Unless 42-2-201 to 42-2-208 are implicated, evidence of a driver's prior traffic convictions is not admissible in a civil action, even if such convictions caused the driver's license to be suspended at the time of the accident that is the subject of the civil action. Absent an adjudication by the department of revenue that the driver was an habitual offender, the convictions are inadmissible for any purpose, including to show that the prior convictions giving rise to the suspension indicated a habit, practice, and pattern of disregard for traffic regulations. Lawrence v. Taylor, 8 P.3d 607 (Colo. App. 2000).

Highly speculative assertion in personal injury action that plaintiff's decedent would have been convicted of driving under suspension had he survived, and thus qualify as an habitual offender under 42-2-201 to 42-2-208, does not meet the exception in this section. Thus, the decedent's prior traffic convictions were properly excluded at trial. Lawrence v. Taylor, 8 P.3d 607 (Colo. App. 2000).

Section prohibits admission of evidence of charge of violation. By this section, the general assembly obviously intended, by prohibiting the admission in evidence in a civil action of the record of conviction of any person for violation of the traffic laws, to prohibit also the asking questions as to whether or not the plaintiff had been charged in justice's court with a violation of the state traffic laws. Ripple v. Brack, 132 Colo. 125, 286 P.2d 625 (1955).
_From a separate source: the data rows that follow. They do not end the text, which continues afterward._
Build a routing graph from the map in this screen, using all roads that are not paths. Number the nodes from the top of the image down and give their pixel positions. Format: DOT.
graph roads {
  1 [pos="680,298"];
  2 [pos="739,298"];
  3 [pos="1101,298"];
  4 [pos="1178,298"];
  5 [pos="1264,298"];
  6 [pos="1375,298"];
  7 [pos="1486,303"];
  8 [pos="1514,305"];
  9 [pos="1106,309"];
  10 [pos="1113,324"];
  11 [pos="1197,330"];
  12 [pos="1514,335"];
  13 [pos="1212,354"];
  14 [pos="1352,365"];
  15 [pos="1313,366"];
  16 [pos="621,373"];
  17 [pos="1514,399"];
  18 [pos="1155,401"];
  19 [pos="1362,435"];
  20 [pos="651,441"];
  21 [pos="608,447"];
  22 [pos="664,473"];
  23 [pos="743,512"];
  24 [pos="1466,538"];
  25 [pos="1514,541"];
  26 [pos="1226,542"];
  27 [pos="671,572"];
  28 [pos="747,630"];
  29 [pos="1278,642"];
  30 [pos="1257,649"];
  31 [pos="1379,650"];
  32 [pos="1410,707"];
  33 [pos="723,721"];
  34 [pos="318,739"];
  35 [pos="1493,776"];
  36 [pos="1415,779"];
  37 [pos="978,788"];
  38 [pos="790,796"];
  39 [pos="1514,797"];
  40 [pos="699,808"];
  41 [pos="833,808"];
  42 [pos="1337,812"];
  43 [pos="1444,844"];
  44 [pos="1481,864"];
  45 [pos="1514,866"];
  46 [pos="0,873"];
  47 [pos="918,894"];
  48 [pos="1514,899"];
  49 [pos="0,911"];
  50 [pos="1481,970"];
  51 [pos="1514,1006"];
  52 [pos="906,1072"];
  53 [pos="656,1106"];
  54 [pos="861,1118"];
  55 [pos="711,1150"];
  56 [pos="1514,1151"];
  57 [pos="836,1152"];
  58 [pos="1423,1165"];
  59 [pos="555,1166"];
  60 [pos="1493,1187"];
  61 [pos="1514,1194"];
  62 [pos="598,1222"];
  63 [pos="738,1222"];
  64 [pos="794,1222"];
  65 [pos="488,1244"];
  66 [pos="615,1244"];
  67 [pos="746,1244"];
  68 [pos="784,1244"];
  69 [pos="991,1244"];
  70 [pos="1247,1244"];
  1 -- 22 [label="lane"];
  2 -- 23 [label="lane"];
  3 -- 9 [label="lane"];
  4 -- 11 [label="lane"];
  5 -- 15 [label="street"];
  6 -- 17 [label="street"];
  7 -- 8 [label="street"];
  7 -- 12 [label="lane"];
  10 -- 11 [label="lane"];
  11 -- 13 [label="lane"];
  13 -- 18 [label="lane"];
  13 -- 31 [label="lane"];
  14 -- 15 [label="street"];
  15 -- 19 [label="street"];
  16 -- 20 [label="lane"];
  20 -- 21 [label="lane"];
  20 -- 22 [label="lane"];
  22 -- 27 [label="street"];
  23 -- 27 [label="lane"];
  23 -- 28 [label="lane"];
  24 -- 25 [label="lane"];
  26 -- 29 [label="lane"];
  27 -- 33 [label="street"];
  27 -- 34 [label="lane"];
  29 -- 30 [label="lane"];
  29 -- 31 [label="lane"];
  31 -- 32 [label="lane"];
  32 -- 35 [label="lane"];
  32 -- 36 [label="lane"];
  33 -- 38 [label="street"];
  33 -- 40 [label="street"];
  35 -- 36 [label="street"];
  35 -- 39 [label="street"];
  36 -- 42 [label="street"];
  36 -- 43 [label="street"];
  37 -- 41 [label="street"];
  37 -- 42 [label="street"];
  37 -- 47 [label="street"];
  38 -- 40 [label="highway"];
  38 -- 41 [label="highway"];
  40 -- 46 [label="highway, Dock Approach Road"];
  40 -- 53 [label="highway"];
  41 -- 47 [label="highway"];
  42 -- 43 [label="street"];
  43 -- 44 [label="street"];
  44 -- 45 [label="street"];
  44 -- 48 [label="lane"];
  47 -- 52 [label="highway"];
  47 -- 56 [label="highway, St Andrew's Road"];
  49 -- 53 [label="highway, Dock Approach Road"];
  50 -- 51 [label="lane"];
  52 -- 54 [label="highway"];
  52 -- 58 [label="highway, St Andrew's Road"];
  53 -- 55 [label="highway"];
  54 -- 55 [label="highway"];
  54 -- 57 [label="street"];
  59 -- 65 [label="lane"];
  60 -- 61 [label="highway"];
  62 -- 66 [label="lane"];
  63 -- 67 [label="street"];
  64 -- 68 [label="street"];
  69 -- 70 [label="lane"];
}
No prejudice to defendant. The medical witness stated: "An auto hit him in the back and he got a ticket for reckless driving." The statement is ambiguous; for that reason it was proper to clarify since the plaintiff did not receive a ticket, and the defendant's counsel did not move to strike the statement. The facts do not bring the motion for mistrial within the ambit of the proscription of the statute, since the statement made no mention of a "conviction", nor was any effort made to introduce a "record of the conviction of any person". There was no prejudice to the defendant. Thompson v. Tartler, 166 Colo. 247, 443 P.2d 365 (1968).

Applied in McCormick v. United States, 539 F. Supp. 1179 (D. Colo. 1982).